Cameroun : l’hommage du patronat à Andrée Fotso

André Fotso a été élu à la tête du Gicam en 2011. © Camille Millerand/JA
L’hommage du patronat à Andrée Fotso | © Gicam/Archives

Le défunt président du principal syndicat patronal a reçu un hommage de divers partenaires du monde des affaires mercredi à Douala.

Un mercredi triste et mémorable au cours duquel une vingtaine de témoignages partagés entre frustration et peine ont résonné dans l’amphithéâtre du siège du Groupement inter-patronal du Cameroun (Gicam). C’est peut-être l’une des images qui demeureront quelque temps encore dans l’esprit de ceux qui ont assisté à l’hommage que rendait ce syndicat d’entrepreneurs à son président défunt, André Fotso.

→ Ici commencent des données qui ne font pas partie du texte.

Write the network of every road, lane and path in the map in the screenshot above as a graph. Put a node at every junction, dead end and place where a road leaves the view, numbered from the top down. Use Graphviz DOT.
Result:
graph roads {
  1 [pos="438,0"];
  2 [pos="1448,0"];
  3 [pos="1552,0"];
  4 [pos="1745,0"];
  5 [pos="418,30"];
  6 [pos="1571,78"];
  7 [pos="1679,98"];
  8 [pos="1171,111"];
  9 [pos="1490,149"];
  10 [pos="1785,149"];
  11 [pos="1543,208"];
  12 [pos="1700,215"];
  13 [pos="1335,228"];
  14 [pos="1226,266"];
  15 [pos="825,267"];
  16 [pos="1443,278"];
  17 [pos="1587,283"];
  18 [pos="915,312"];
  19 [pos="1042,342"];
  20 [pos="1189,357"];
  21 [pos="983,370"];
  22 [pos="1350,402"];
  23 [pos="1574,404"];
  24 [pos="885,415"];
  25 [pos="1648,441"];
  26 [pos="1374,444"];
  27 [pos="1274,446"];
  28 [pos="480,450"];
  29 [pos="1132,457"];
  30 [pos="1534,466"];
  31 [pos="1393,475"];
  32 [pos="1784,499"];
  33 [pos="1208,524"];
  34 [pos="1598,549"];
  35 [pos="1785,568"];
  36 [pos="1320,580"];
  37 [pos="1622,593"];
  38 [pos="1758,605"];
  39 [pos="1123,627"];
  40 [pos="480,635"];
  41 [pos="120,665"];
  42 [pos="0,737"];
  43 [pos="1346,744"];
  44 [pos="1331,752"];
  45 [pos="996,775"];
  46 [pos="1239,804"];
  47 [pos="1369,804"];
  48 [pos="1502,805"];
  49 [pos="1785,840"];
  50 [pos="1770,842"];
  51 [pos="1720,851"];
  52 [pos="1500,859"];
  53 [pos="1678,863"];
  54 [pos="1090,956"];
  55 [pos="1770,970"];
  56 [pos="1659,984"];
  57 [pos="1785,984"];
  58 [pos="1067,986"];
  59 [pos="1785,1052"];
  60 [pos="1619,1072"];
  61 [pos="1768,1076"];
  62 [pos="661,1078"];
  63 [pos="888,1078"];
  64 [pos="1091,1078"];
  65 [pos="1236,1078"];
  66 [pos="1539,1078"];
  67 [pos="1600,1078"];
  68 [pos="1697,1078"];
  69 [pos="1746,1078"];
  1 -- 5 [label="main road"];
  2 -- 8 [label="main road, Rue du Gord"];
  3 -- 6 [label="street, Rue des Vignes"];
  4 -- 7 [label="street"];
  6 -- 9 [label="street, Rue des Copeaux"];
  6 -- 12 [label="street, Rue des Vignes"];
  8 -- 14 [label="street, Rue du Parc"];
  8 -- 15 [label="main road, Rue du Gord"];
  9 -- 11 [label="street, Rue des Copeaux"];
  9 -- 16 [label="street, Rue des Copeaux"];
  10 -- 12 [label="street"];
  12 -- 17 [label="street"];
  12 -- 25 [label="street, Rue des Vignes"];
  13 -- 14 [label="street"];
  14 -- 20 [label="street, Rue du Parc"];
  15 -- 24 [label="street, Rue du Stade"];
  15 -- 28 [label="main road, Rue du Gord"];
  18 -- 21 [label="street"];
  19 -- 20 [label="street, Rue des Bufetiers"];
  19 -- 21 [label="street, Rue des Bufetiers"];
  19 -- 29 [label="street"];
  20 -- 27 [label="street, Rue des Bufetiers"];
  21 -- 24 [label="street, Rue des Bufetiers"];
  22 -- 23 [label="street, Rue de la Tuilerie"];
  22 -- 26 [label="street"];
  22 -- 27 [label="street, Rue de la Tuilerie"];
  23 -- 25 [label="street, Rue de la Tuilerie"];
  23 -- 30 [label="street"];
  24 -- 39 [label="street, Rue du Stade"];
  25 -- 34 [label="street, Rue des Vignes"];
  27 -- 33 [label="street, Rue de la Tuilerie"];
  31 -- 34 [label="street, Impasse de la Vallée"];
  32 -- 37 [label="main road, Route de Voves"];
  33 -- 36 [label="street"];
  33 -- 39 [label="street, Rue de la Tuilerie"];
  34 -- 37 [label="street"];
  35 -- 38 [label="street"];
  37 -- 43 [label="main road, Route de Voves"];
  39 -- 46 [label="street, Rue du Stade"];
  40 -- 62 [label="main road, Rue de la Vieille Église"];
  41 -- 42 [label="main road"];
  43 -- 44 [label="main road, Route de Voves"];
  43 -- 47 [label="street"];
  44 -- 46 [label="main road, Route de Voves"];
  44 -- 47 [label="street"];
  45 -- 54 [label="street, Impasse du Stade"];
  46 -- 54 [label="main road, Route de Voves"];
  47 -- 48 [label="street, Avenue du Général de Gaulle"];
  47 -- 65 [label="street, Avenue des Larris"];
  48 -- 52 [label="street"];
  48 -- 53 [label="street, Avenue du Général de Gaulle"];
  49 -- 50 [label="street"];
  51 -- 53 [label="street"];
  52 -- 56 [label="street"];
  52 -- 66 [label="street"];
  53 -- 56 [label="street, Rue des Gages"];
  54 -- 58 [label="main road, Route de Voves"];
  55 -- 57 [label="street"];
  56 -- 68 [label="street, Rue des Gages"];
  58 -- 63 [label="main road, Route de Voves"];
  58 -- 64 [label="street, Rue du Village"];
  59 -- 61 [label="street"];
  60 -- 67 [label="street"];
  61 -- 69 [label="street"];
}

Entre trémolos dans la voix, souvenirs amusés d’un homme qui aimait rire de tout y compris de lui-même, la stature connue du patron de la holding Taf Investment s’est davantage révélée. Car il était l’heure de dire qu’un grand homme a vécu, selon le propos du député Gaston Komba.

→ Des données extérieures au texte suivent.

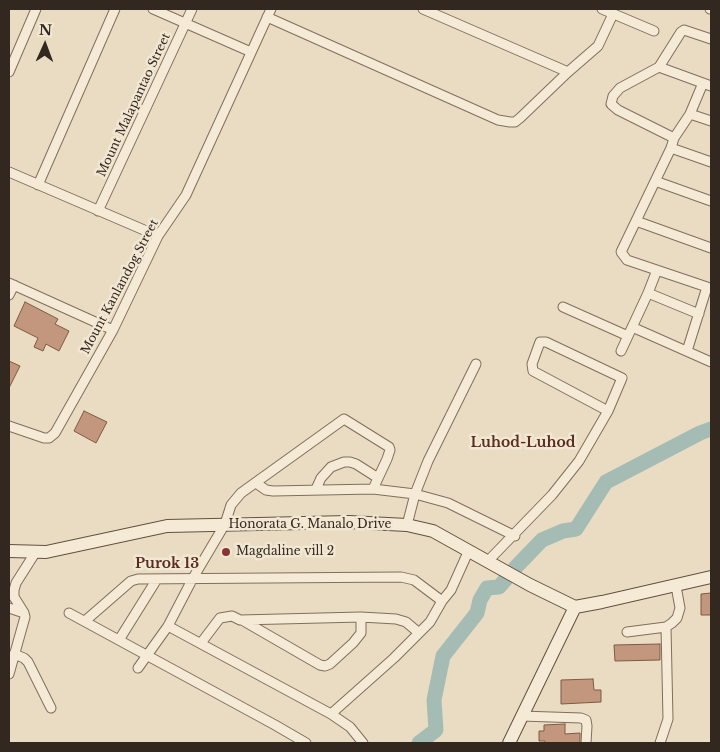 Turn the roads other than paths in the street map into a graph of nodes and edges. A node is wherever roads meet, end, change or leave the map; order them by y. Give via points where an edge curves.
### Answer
1 (36, 9) edge
2 (115, 9) edge
3 (153, 9) edge
4 (192, 9) edge
5 (423, 9) edge
6 (602, 9) edge
7 (269, 13) edge
8 (613, 14) junction
9 (185, 23) junction
10 (654, 31) dead end
11 (711, 39) edge
12 (251, 52) junction
13 (658, 67) junction
14 (9, 72) edge
15 (568, 72) junction
16 (707, 84) edge
17 (690, 114) junction
18 (711, 121) edge
19 (674, 138) junction
20 (671, 148) junction
21 (711, 162) edge
22 (9, 172) edge
23 (655, 181) junction
24 (38, 185) junction
25 (711, 201) edge
26 (98, 212) junction
27 (636, 221) junction
28 (158, 236) junction
29 (711, 248) edge
30 (657, 270) junction
31 (11, 284) edge
32 (648, 293) junction
33 (9, 295) edge
34 (564, 307) dead end
35 (699, 314) junction
36 (632, 327) junction
37 (113, 330) junction
38 (628, 336) junction
39 (621, 351) dead end
40 (687, 351) junction
41 (711, 362) edge
42 (476, 364) dead end
43 (608, 411) junction
44 (9, 426) edge
45 (378, 478) junction
46 (256, 482) junction
47 (316, 489) junction
48 (373, 489) junction
49 (415, 494) junction
50 (224, 524) junction
51 (407, 525) junction
52 (515, 536) junction
53 (469, 550) junction
54 (9, 552) edge
55 (35, 553) junction
56 (488, 562) junction
57 (711, 577) edge
58 (193, 578) junction
59 (157, 579) junction
60 (676, 586) junction
61 (442, 601) junction
62 (576, 607) junction
63 (9, 608) edge
64 (24, 613) junction
65 (69, 613) dead end
66 (361, 618) junction
67 (240, 620) junction
68 (85, 622) junction
69 (168, 626) junction
70 (666, 627) junction
71 (627, 632) dead end
72 (419, 633) junction
73 (119, 640) junction
74 (201, 643) junction
75 (14, 654) junction
76 (147, 655) junction
77 (138, 668) dead end
78 (9, 674) edge
79 (50, 708) dead end
80 (331, 714) junction
81 (521, 716) junction
82 (306, 743) edge
83 (363, 743) edge
84 (508, 743) edge
85 (586, 743) edge
86 (660, 743) edge

1 - 14 street
2 - 24 street
3 - 9 street
4 - 9 street, Mount Malapantao Street
5 - 15 street
6 - 8 street
7 - 12 street, Mount Kanlandog Street
7 - 15 street via 498,120 515,122
8 - 10 street
8 - 15 street via 598,46
9 - 12 street
9 - 26 street, Mount Malapantao Street
11 - 13 street via 684,30
12 - 28 street, Mount Kanlandog Street via 186,194
13 - 16 street
13 - 19 street via 620,88 611,104
16 - 17 street
17 - 18 street
17 - 19 street
19 - 20 street
20 - 21 street
20 - 23 street
22 - 24 street
23 - 25 street
23 - 27 street
24 - 26 street
26 - 28 street
27 - 29 street
27 - 30 street via 621,252 627,260
28 - 37 street, Mount Kanlandog Street
30 - 32 street
30 - 35 street via 707,287
31 - 33 street
31 - 37 street
32 - 35 street
32 - 36 street
34 - 38 street
35 - 40 street
36 - 38 street
36 - 40 street
37 - 44 street, Mount Kanlandog Street via 55,433 49,438
38 - 39 street
40 - 41 street
42 - 49 street
43 - 43 street via 533,371 532,364 540,342 622,378
43 - 52 street via 579,461
45 - 46 street via 389,447 344,419
45 - 47 street via 356,464 344,462 331,467
45 - 48 street
46 - 47 street via 273,491
46 - 50 street via 241,492 231,505
47 - 48 street
48 - 49 street
49 - 51 street
49 - 52 street via 454,506
50 - 51 street, Honorata G. Manalo Drive via 349,522
50 - 55 street, Honorata G. Manalo Drive via 168,526
50 - 58 street
51 - 53 street, Honorata G. Manalo Drive via 433,531
52 - 56 street
53 - 56 street, Honorata G. Manalo Drive
53 - 61 street via 451,590
54 - 55 street, Honorata G. Manalo Drive
55 - 64 street via 14,590 14,597
56 - 62 street, Honorata G. Manalo Drive
57 - 60 street
58 - 59 street
58 - 61 street via 402,577 414,580
58 - 69 street
59 - 68 street via 133,580
59 - 73 street
60 - 62 street
60 - 70 street via 680,608 676,618
61 - 72 street via 430,622
62 - 81 street
63 - 64 street
64 - 75 street
65 - 68 street
66 - 67 street
66 - 67 street via 361,633 325,666
66 - 72 street via 401,620
67 - 74 street via 232,616 220,618
68 - 73 street
69 - 74 street
69 - 76 street
70 - 71 street
70 - 86 street via 668,719
72 - 80 street
73 - 76 street
74 - 80 street
75 - 78 street
75 - 79 street via 28,662
76 - 77 street
76 - 82 street
80 - 83 street via 350,727
81 - 84 street
81 - 85 street via 586,720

Dans la diversité des témoignages répartis entre ses collègues du Gicam et des autres regroupements de patrons d’ici et d’ailleurs, les représentants des pouvoirs publics, des missions diplomatiques, la somme du parcours de l’homme public investi dans les affaires s’est dessinée autour de quelques manières fortes d’être ce qu’il fut. Un businessman flairant les bonnes affaires et profitant de la force des vents du moment. Un entrepreneur qui se dépensait à la tâche tout en cherchant l’essor de l’ensemble dans lequel il s’est si bien illustré : le Cameroun et l’Afrique.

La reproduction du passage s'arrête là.